Far from improving the working conditions of Colombians, the government forces workers to find employment – to the extent that this would be possible – in the worst conditions, forcing half of them into situations in which they have neither hope of job security nor social security. In the same way, many are contracted through Associated Work Cooperatives [Cooperativas de Trabajo Asociado (CTAs)], which systematically ignore labor rights guaranteed by the International Labor Organization (ILO) and, as undignified forms of employment, are principally promoted by the national government itself: the majority of public health institutions are using CTAs to contract their personnel, including doctors and surgeons. The labor reform law, developed by Uribe in 2002, in which the government promised the creation of 160,000 jobs each year, was seriously called into question by the Constitutional Court, because far from being able to generate employment, it has been detrimental to workers’ quality of life.

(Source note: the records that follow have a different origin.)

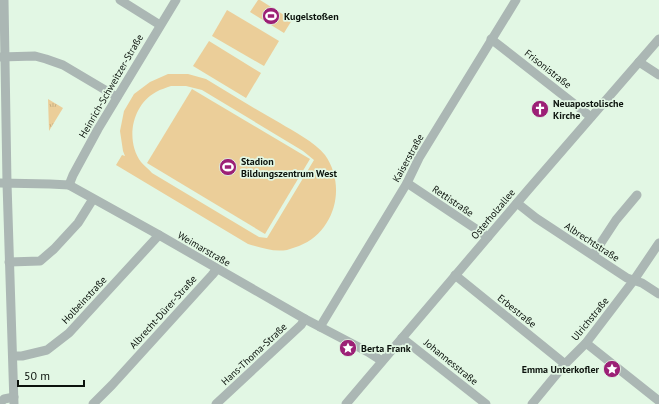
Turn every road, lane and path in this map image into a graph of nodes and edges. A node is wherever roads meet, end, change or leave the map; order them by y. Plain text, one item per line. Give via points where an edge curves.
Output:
1 (4, 0) edge
2 (120, 0) edge
3 (176, 0) edge
4 (516, 0) edge
5 (160, 25) junction
6 (491, 39) junction
7 (659, 39) edge
8 (2, 57) edge
9 (639, 62) junction
10 (659, 75) edge
11 (117, 97) junction
12 (591, 117) junction
13 (3, 183) edge
14 (407, 183) junction
15 (69, 185) junction
16 (637, 195) dead end
17 (93, 199) junction
18 (517, 203) junction
19 (159, 235) junction
20 (488, 237) junction
21 (659, 243) edge
22 (593, 255) junction
23 (9, 262) junction
24 (216, 269) junction
25 (455, 275) junction
26 (634, 280) junction
27 (10, 287) junction
28 (0, 289) edge
29 (659, 294) edge
30 (305, 319) junction
31 (320, 327) junction
32 (402, 338) junction
33 (586, 343) junction
34 (13, 356) junction
35 (382, 361) junction
36 (565, 364) junction
37 (14, 401) edge
38 (659, 401) edge
39 (480, 402) edge
40 (0, 403) edge
41 (93, 404) edge
42 (216, 404) edge
43 (346, 404) edge
44 (532, 404) edge

1 - 8 street
2 - 5 street
3 - 5 street, Heinrich-Schweitzer-Straße
4 - 6 street, Kaiserstraße
5 - 11 street, Heinrich-Schweitzer-Straße
6 - 12 street, Frisonistraße
6 - 14 street, Kaiserstraße via 419,158
7 - 9 street, Osterholzallee
8 - 11 street via 35,56 63,65
8 - 13 street
9 - 10 street
9 - 12 street, Osterholzallee
11 - 15 street, Heinrich-Schweitzer-Straße
12 - 18 street, Osterholzallee
13 - 15 street, Weimarstraße
13 - 23 street
14 - 20 street, Rettistraße
14 - 31 street, Kaiserstraße
15 - 17 street, Weimarstraße
16 - 22 street via 616,220
17 - 19 street, Weimarstraße
17 - 23 street via 78,223 40,261
18 - 20 street, Osterholzallee
18 - 22 street, Albrechtstraße
19 - 24 street, Weimarstraße
19 - 34 street, Holbeinstraße via 69,333 47,350
20 - 25 street, Osterholzallee
21 - 26 street, Ulrichstraße
22 - 26 street, Albrechtstraße
23 - 27 street
24 - 30 street, Weimarstraße
24 - 41 street, Albrecht-Dürer-Straße
25 - 32 street, Osterholzallee
25 - 36 street, Erbestraße
26 - 29 street, Albrechtstraße
26 - 33 street, Ulrichstraße
27 - 28 street
27 - 34 street
30 - 31 street, Weimarstraße
30 - 42 street, Hans-Thoma-Straße via 301,326
31 - 35 street, Weimarstraße
32 - 35 street, Osterholzallee
32 - 39 street, Johannesstraße
33 - 36 street, Ulrichstraße
33 - 38 street
34 - 37 street
35 - 43 street, Osterholzallee
36 - 44 street, Ulrichstraße
37 - 40 street via 4,399

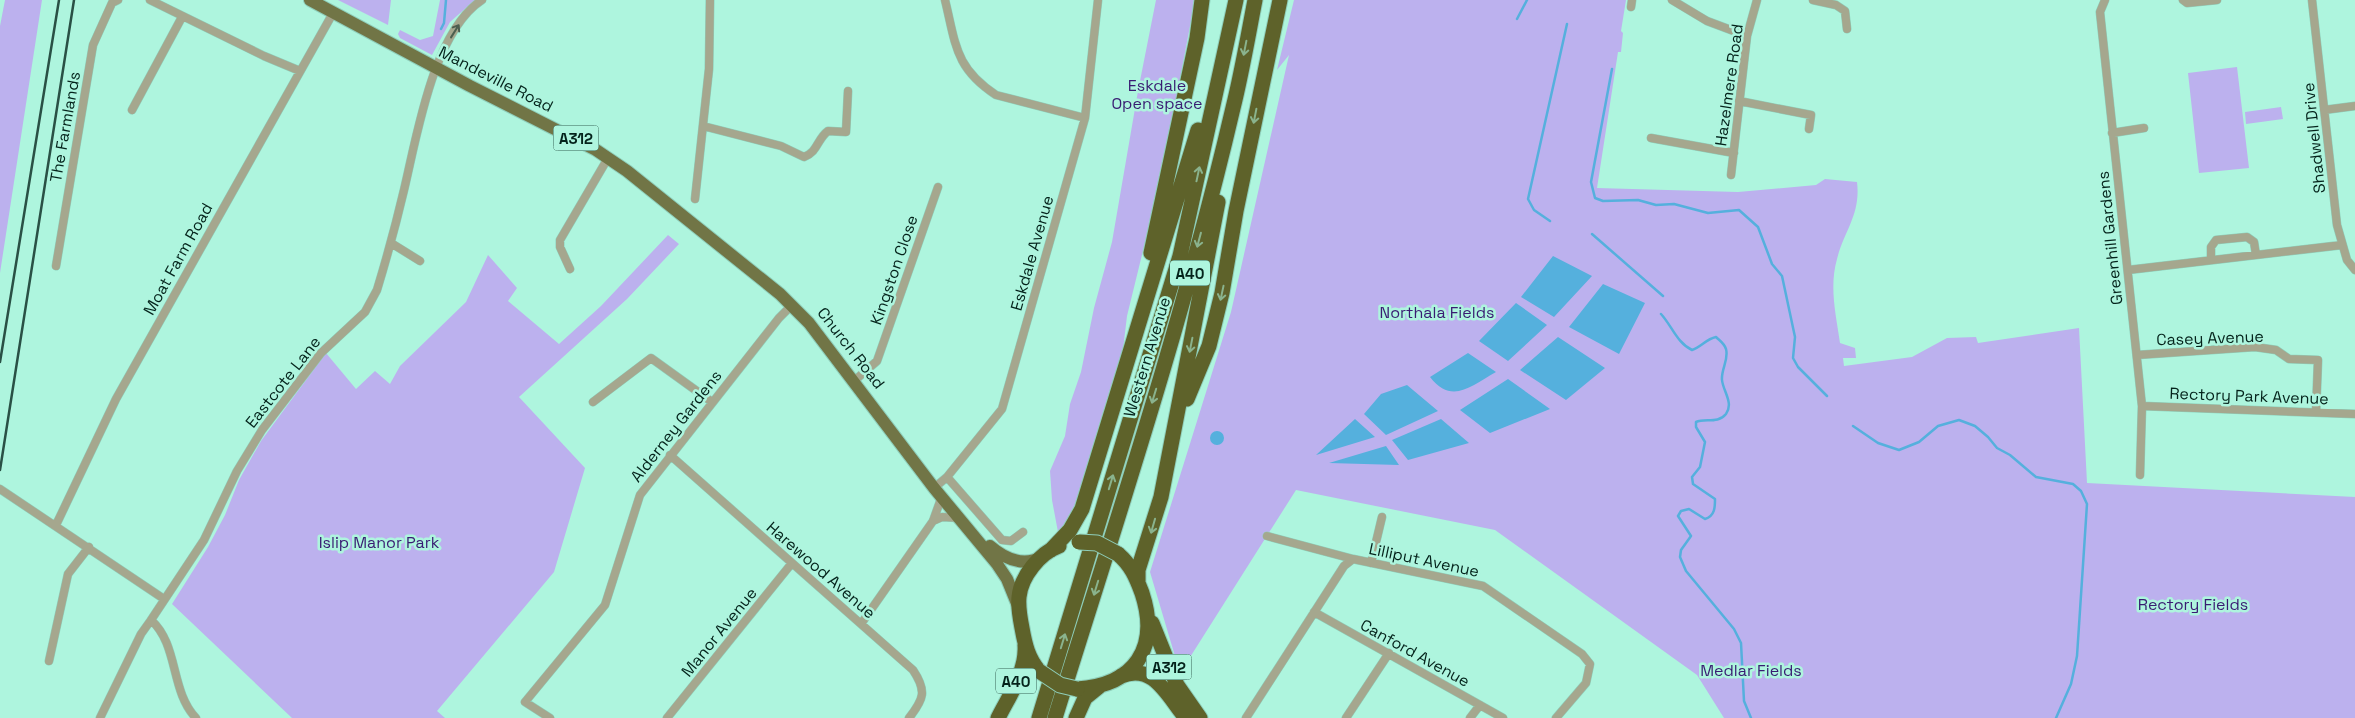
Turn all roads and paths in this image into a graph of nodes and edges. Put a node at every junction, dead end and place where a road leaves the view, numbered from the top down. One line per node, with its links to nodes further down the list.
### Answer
1 (118, 0): 49 (street, The Farmlands)
2 (150, 0): 20 (street)
3 (310, 0): 19 (main road, Mandeville Road / A312)
4 (482, 0): 24 (street, Eastcote Lane, one-way to 4)
5 (710, 0): 33 (street)
6 (945, 0): 32 (street)
7 (1098, 0): 32 (street, Eskdale Avenue)
8 (1202, 0): 55 (highway)
9 (1236, 0): 22 (highway, Western Avenue / A40)
10 (1255, 0): 29 (highway, Western Avenue / A40, one-way to 29)
11 (1280, 0): 62 (highway, one-way to 62)
12 (1672, 0): 23 (street)
13 (1757, 0): 23 (street, Hazelmere Road)
14 (1812, 0): 21 (street)
15 (2105, 0): 36 (street, Greenhill Gardens)
16 (2183, 0): 17 (street)
17 (2217, 0)
18 (2312, 0): 31 (street, Shadwell Drive)
19 (332, 12): 24 (main road, Mandeville Road / A312); 25 (street, Moat Farm Road)
20 (182, 16): 25 (street); 30 (street)
21 (1848, 29)
22 (1230, 30): 55 (highway, A40); 97 (highway, Western Avenue / A40, one-way to 22)
23 (1747, 36): 27 (street, Hazelmere Road)
24 (437, 68): 39 (main road, Mandeville Road / A312); 44 (street, Eastcote Lane)
25 (300, 71): 71 (street, Moat Farm Road)
26 (848, 91): 33 (street)
27 (1740, 101): 35 (street); 38 (street, Hazelmere Road)
28 (2355, 106): 31 (street)
29 (1233, 107): 62 (highway, A40, one-way to 62); 98 (highway, Western Avenue / A40, one-way to 98)
30 (132, 110)
31 (2324, 110): 45 (street, Shadwell Drive)
32 (1085, 118): 65 (street, Eskdale Avenue)
33 (703, 126): 42 (street)
34 (2144, 128): 36 (street)
35 (1809, 129)
36 (2112, 133): 51 (street, Greenhill Gardens)
37 (1651, 138): 38 (street)
38 (1734, 154): 40 (street, Hazelmere Road)
39 (608, 158): 43 (main road, Mandeville Road / A312); 50 (street)
40 (1731, 175)
41 (938, 187): 56 (street, Kingston Close)
42 (695, 199)
43 (684, 218): 53 (main road, Church Road / A312)
44 (391, 243): 48 (street); 80 (street, Eastcote Lane)
45 (2342, 245): 46 (street); 52 (street, Shadwell Drive)
46 (2256, 255): 47 (street); 47 (street)
47 (2212, 260): 51 (street)
48 (420, 261)
49 (56, 266)
50 (570, 269)
51 (2128, 270): 54 (street, Greenhill Gardens)
52 (2355, 270)
53 (792, 305): 56 (main road, Church Road / A312); 58 (street, Alderney Gardens)
54 (2137, 355): 59 (street, Greenhill Gardens); 60 (street, Casey Avenue)
55 (1128, 357): 75 (highway, A40)
56 (854, 381): 67 (main road, Church Road / A312)
57 (593, 402): 58 (street)
58 (712, 402): 63 (street, Alderney Gardens)
59 (2142, 406): 60 (street, Rectory Park Avenue); 64 (street, Greenhill Gardens)
60 (2316, 412): 61 (street, Rectory Park Avenue)
61 (2355, 414)
62 (1175, 428): 79 (highway, A40, one-way to 79)
63 (670, 455): 77 (street, Harewood Avenue); 93 (street, Alderney Gardens)
64 (2140, 475)
65 (947, 477): 67 (street, Eskdale Avenue); 72 (street)
66 (0, 489): 71 (street)
67 (938, 492): 69 (street); 70 (main road, Church Road / A312)
68 (1382, 517): 78 (street)
69 (933, 520): 70 (street); 85 (street)
70 (963, 521): 75 (main road, A312); 83 (main road, A312)
71 (56, 525): 74 (street)
72 (1023, 532)
73 (1268, 536): 76 (street)
74 (89, 547): 80 (street); 88 (street)
75 (1048, 552): 79 (highway, A312, bridge); 83 (highway, A312)
76 (1353, 559): 78 (street, Lilliput Avenue); 82 (street, Lilliput Avenue)
77 (792, 563): 85 (street, Harewood Avenue); 94 (street, Manor Avenue)
78 (1371, 563): 106 (street, Lilliput Avenue)
79 (1138, 581): 81 (highway, A312)
80 (164, 599): 84 (street, Eastcote Lane)
81 (1147, 610): 89 (highway, A312); 101 (highway, A312)
82 (1314, 612): 87 (street, Canford Avenue); 102 (street, Lilliput Avenue)
83 (1020, 614): 86 (highway, A312)
84 (151, 620): 91 (street, Eastcote Lane); 92 (street)
85 (861, 624): 95 (street, Harewood Avenue)
86 (1024, 641): 89 (highway, A312, bridge); 96 (highway, A40)
87 (1388, 653): 90 (street, Canford Avenue); 103 (street)
88 (49, 661)
89 (1112, 680): 99 (highway); 100 (highway, A312)
90 (1480, 705): 104 (street); 105 (street, Canford Avenue)
91 (100, 718)
92 (196, 718)
93 (550, 718)
94 (667, 718)
95 (909, 718)
96 (998, 718)
97 (1039, 718)
98 (1055, 718)
99 (1076, 718)
100 (1186, 718)
101 (1200, 718)
102 (1246, 718)
103 (1346, 718)
104 (1470, 718)
105 (1503, 718)
106 (1556, 718)

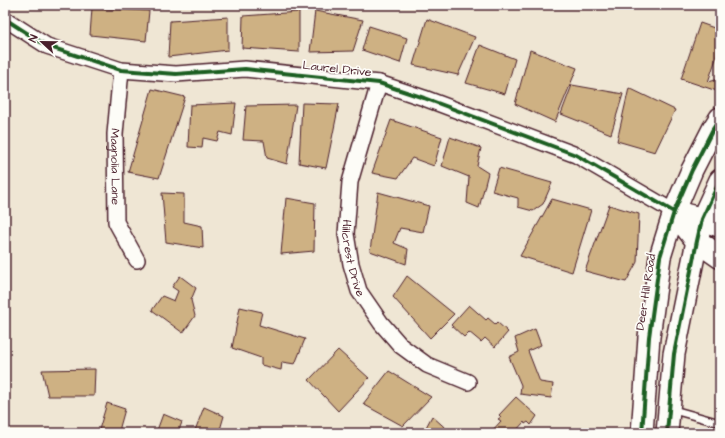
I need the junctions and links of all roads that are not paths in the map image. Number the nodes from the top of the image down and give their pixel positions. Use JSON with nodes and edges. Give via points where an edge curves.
{"nodes":[{"id":1,"x":5,"y":19,"type":"edge"},
{"id":2,"x":121,"y":70,"type":"junction"},
{"id":3,"x":379,"y":83,"type":"junction"},
{"id":4,"x":720,"y":118,"type":"edge"},
{"id":5,"x":720,"y":180,"type":"edge"},
{"id":6,"x":674,"y":212,"type":"junction"},
{"id":7,"x":711,"y":222,"type":"edge"},
{"id":8,"x":697,"y":241,"type":"junction"},
{"id":9,"x":720,"y":257,"type":"edge"},
{"id":10,"x":137,"y":260,"type":"dead end"},
{"id":11,"x":468,"y":382,"type":"dead end"},
{"id":12,"x":669,"y":409,"type":"junction"},
{"id":13,"x":720,"y":424,"type":"edge"},
{"id":14,"x":642,"y":433,"type":"edge"},
{"id":15,"x":668,"y":433,"type":"edge"}],
"edges":[{"from":1,"to":2,"type":"street","name":"Laurel Drive","via":[[47,46]]},
{"from":2,"to":3,"type":"street","name":"Laurel Drive","via":[[176,74],[245,69]]},
{"from":2,"to":10,"type":"street","name":"Magnolia Lane","via":[[115,134],[116,222]]},
{"from":3,"to":6,"type":"street","name":"Laurel Drive","via":[[576,155]]},
{"from":3,"to":11,"type":"street","name":"Hillcrest Drive","via":[[350,182],[346,234],[351,264],[359,290],[381,323],[401,346],[427,365]]},
{"from":4,"to":6,"type":"street","name":"Deer Hill Road","via":[[692,170]]},
{"from":5,"to":7,"type":"street"},
{"from":6,"to":7,"type":"highway"},
{"from":6,"to":8,"type":"highway"},
{"from":6,"to":14,"type":"street","name":"Deer Hill Road","via":[[660,257],[648,337]]},
{"from":7,"to":8,"type":"street"},
{"from":8,"to":9,"type":"highway"},
{"from":8,"to":12,"type":"street","via":[[674,354]]},
{"from":12,"to":13,"type":"lane"},
{"from":12,"to":15,"type":"street"}]}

The deregulation of labor standards has led to the negation of the rights of association and collective bargaining. The level of unionization is the lowest since 1947: 850,000 unionized workers out of an economically active population of 18.5 million. The number of workers protected by collective agreements is less than 300,000 out of a population of 8 million wage-earners. There also exists the phenomenon of labor outsourcing, which has acquired particular relevance with its legal endorsement by the government of President Uribe. Labor and social security counter-reforms have been completed, making impossible access to rights such as: pensions, unemployment insurance, job stability, vacation time, healthcare, individual work contracts, apprenticeship contracts, among others.

In February of this year, 2,500 workers from five African palm plantations located in Puerto Wilches (Santander) began a strike that lasted one month. Their demands illuminate the situation of the country: direct contracts and the elimination of the CTAs, transportation to the worksite, a lunch hour, the provision of protective work clothing and footwear, and family assistance. Of the 4,000 workers in these plantations, only 600 have individual contracts and collective bargaining agreements. The remaining 3400 are contracted through the CTA, receiving a monthly income of US$120, far below the legal minimum wage. Similarly, 1000 workers from the Cerromatoso plant were on strike for more than a month, demanding that BHP Billington directly contract more than 2,500 workers. These struggles are exemplary of those of other workers and must be amplified.

If the Democratic Party in the United States is sensitive to the pressure of its own union allies and the well-publicized evidence, the FTA should not even be put to a vote, given that the labor conditions imposed by the Colombian government are far from respecting and protecting labor rights.